By Abdisalam Ali Farah (Biligsey)
Behind the polished communiqués and donor briefings emanating from Mogadishu lies an uncomfortable truth: Somalia’s education and development sectors have become battlegrounds for political control and personal enrichment. Nowhere is this abuse more visible or more damaging—than in Puntland, where children’s classrooms have been turned into leverage and education projects into instruments of coercion.
Since Somalia’s international re-recognition in 2012, all external assistance has been channeled through federal ministries under the “one-country system.” In theory, this framework was meant to restore national coherence after decades of collapse. In reality, it has concentrated enormous discretionary power in Mogadishu, enabling federal officials to decide who receives development assistance, when, and on what political terms.
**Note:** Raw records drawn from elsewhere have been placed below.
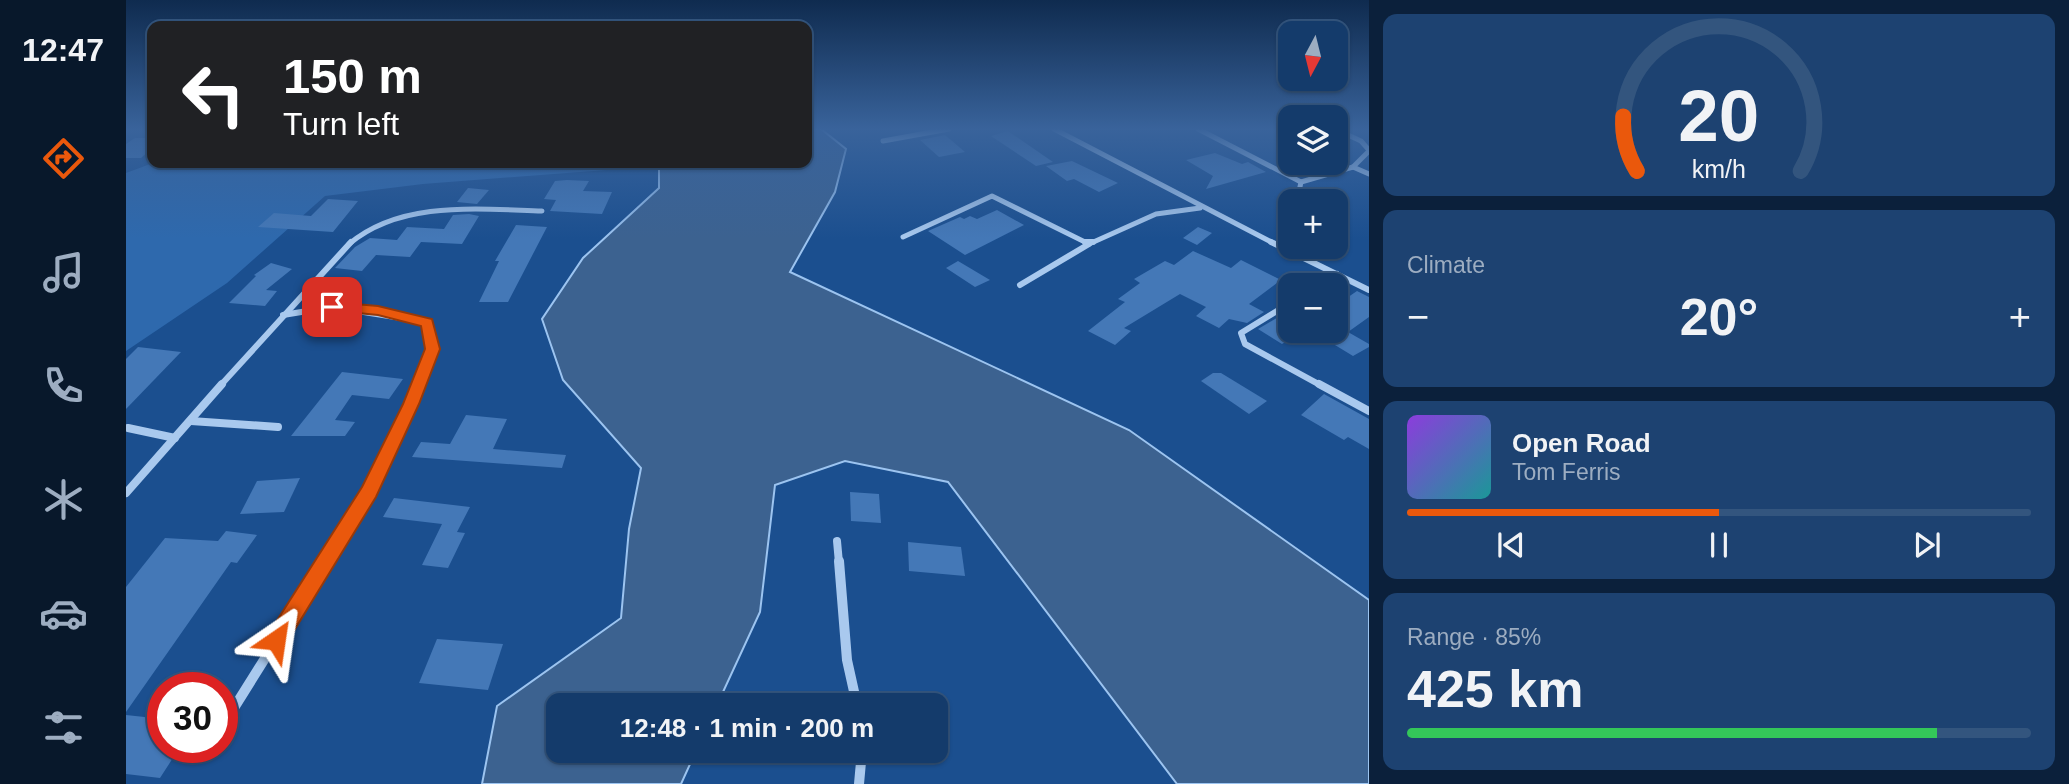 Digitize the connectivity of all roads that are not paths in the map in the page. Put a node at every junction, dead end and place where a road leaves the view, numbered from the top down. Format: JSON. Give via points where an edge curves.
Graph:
{"nodes":[{"id":1,"x":1129,"y":166,"type":"edge"},
{"id":2,"x":1269,"y":166,"type":"edge"},
{"id":3,"x":1353,"y":167,"type":"joint"},
{"id":4,"x":1369,"y":174,"type":"edge"},
{"id":5,"x":1301,"y":182,"type":"junction"},
{"id":6,"x":1300,"y":189,"type":"edge"},
{"id":7,"x":1204,"y":209,"type":"junction"},
{"id":8,"x":541,"y":211,"type":"dead end"},
{"id":9,"x":903,"y":237,"type":"dead end"},
{"id":10,"x":1089,"y":244,"type":"junction"},
{"id":11,"x":1278,"y":245,"type":"edge"},
{"id":12,"x":1306,"y":259,"type":"edge"},
{"id":13,"x":1335,"y":273,"type":"edge"},
{"id":14,"x":1348,"y":280,"type":"edge"},
{"id":15,"x":1020,"y":285,"type":"dead end"},
{"id":16,"x":1369,"y":290,"type":"edge"},
{"id":17,"x":1278,"y":310,"type":"edge"},
{"id":18,"x":283,"y":314,"type":"junction"},
{"id":19,"x":1369,"y":411,"type":"edge"},
{"id":20,"x":191,"y":421,"type":"junction"},
{"id":21,"x":278,"y":427,"type":"dead end"},
{"id":22,"x":128,"y":428,"type":"edge"},
{"id":23,"x":176,"y":438,"type":"junction"},
{"id":24,"x":126,"y":493,"type":"edge"},
{"id":25,"x":837,"y":541,"type":"dead end"},
{"id":26,"x":854,"y":693,"type":"edge"},
{"id":27,"x":238,"y":701,"type":"edge"},
{"id":28,"x":861,"y":763,"type":"edge"},
{"id":29,"x":859,"y":784,"type":"edge"}],
"edges":[{"from":1,"to":7,"type":"street"},
{"from":2,"to":5,"type":"street"},
{"from":3,"to":4,"type":"street"},
{"from":3,"to":5,"type":"street"},
{"from":5,"to":6,"type":"street"},
{"from":7,"to":10,"type":"street","via":[[1154,212]]},
{"from":7,"to":11,"type":"street"},
{"from":8,"to":18,"type":"street","via":[[444,211],[380,225],[333,258]]},
{"from":9,"to":10,"type":"street","via":[[992,196]]},
{"from":10,"to":15,"type":"street"},
{"from":12,"to":13,"type":"street"},
{"from":14,"to":16,"type":"street"},
{"from":17,"to":19,"type":"street","via":[[1241,333],[1245,344]]},
{"from":18,"to":20,"type":"street"},
{"from":18,"to":27,"type":"street","via":[[332,307],[418,319],[427,323],[433,349],[369,492]]},
{"from":20,"to":21,"type":"street"},
{"from":20,"to":23,"type":"street"},
{"from":22,"to":23,"type":"street"},
{"from":23,"to":24,"type":"street"},
{"from":25,"to":26,"type":"street","via":[[847,660]]},
{"from":28,"to":29,"type":"street"}]} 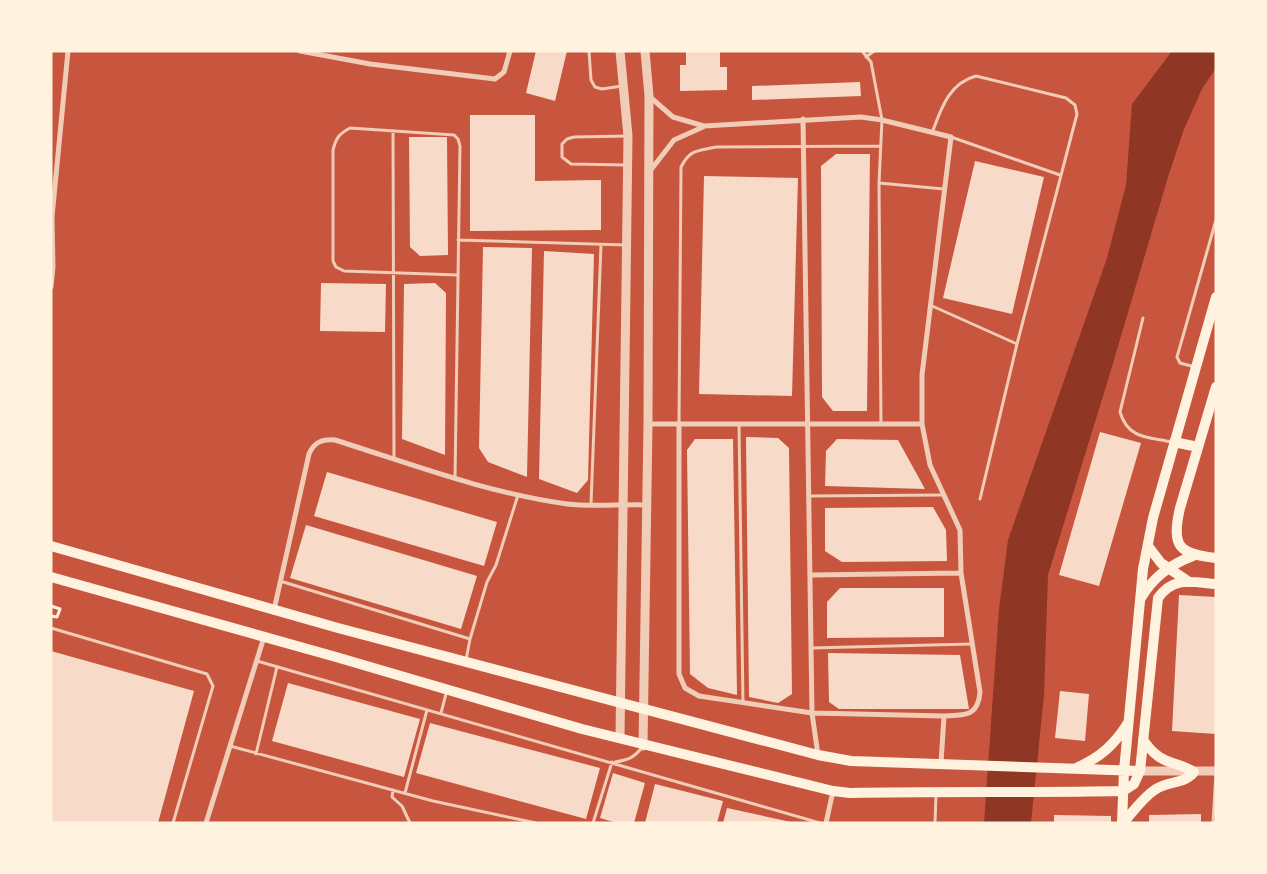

For Puntland, this arrangement has proven disastrous.
The Ministry of Education and Higher Institutions of Puntland, like those of other Federal Member States, is formally linked to the Federal Ministry of Education in Mogadishu. As a result, donor-funded education projects intended for Puntland’s schools must pass through federal approval, coordination, and release mechanisms. In a genuinely federal system, this would be a technical process. In Somalia today, it is a political chokehold.
Education, by constitutional design and decades of practice, is primarily a state-level responsibility. Puntland has managed its own education system since the late 1990s, long before federal institutions were reassembled in Mogadishu. It built schools, trained teachers, developed curricula, and administered examinations when the so-called federal center barely existed.
Yet the current Federal Government under President Hassan Sheikh Mohamud has embarked on a deliberate campaign of recentralization. By unilaterally adopting a new constitution without national consensus—a document Puntland has flatly rejected—the federal leadership has attempted to rewrite Somalia’s social contract and resurrect a unitary system of governance that Somalis decisively rejected in 1991.
This constitutional power grab has poisoned relations between Mogadishu and Garowe. But rather than resolve the dispute through dialogue or constitutional mechanisms, the Federal Government has chosen a more cynical route: weaponizing education and development assistance.
Over the past several years, the Federal Ministry of Education has increasingly obstructed, delayed, or micromanaged education projects intended for Puntland’s students. These actions are rarely justified on technical grounds. Instead, they serve as punitive measures—signals to Puntland that political independence will be met with institutional strangulation.
Puntland’s Ministry of Education has repeatedly attempted to insulate education from politics, urging federal authorities to separate constitutional disagreements from humanitarian and developmental obligations. Education is not a privilege granted by Mogadishu; it is a fundamental right. But these appeals have been systematically ignored.
When Puntland officials raise concerns, the response from federal authorities is often dismissive and revealing: “Puntland is like the rest of the Federal Member States.” Translation: submit, or suffer the consequences.
What this statement deliberately obscures are that many Federal Member States lack the political autonomy, institutional strength, or financial resilience to object. Their silence should not be mistaken for consent. Puntland, by contrast, has the capacity—and the constitutional duty—to speak out when federal overreach crosses into abuse.
The Federal Government’s proper role in education should be limited to coordination, policy harmonization, and monitoring. Implementation belongs to the states. Instead, federal officials—led by Minister Farah Abdirahman Abdiqadir and his associates—have transformed the ministry into a gatekeeping apparatus, where project approvals, releases, and timelines are contingent on political loyalty.
Attempts to reframe this crisis as an abstract debate between federalism and centralism are a deliberate distraction. The real scandal lies in the conduct of certain federal officials who treat education projects as cash-generating opportunities and political bargaining chips.
Project funds are delayed not because of capacity gaps, but because obstruction creates leverage. Contracts are micromanaged not to improve quality, but to control access. Bureaucratic hurdles are erected not for accountability, but to extract rents. In this ecosystem, corruption thrives while classrooms deteriorate.
International donors must also confront an uncomfortable reality: the structures they rely on are being abused. Funds intended for children’s education are being manipulated to discipline political dissent and enrich officials whose loyalty lies not with Somali children, but with patronage networks in Mogadishu.
Education projects are not tools of state control. They are lifelines in a country where millions of children are out of school, teachers are underpaid, and communities are barely surviving. Turning these projects into political weapons is not just immoral—it is criminally negligent.
The message to the Federal Government must be unequivocal: stop holding Puntland’s children hostage. Stop weaponizing education to enforce political conformity. Stop looting development assistance under the guise of coordination.
If Somalia’s leaders are serious about rebuilding the nation, they must begin by dismantling the corrupt machinery that has turned federal ministries into instruments of extortion. A state that feeds itself on the suffering of its children has no moral authority—and no future.
Education must be returned to its rightful place: a neutral, humanitarian, and child-centered public good, free from political blackmail and corruption.
Anything less is a betrayal not only of Puntland, but of Somalia itself.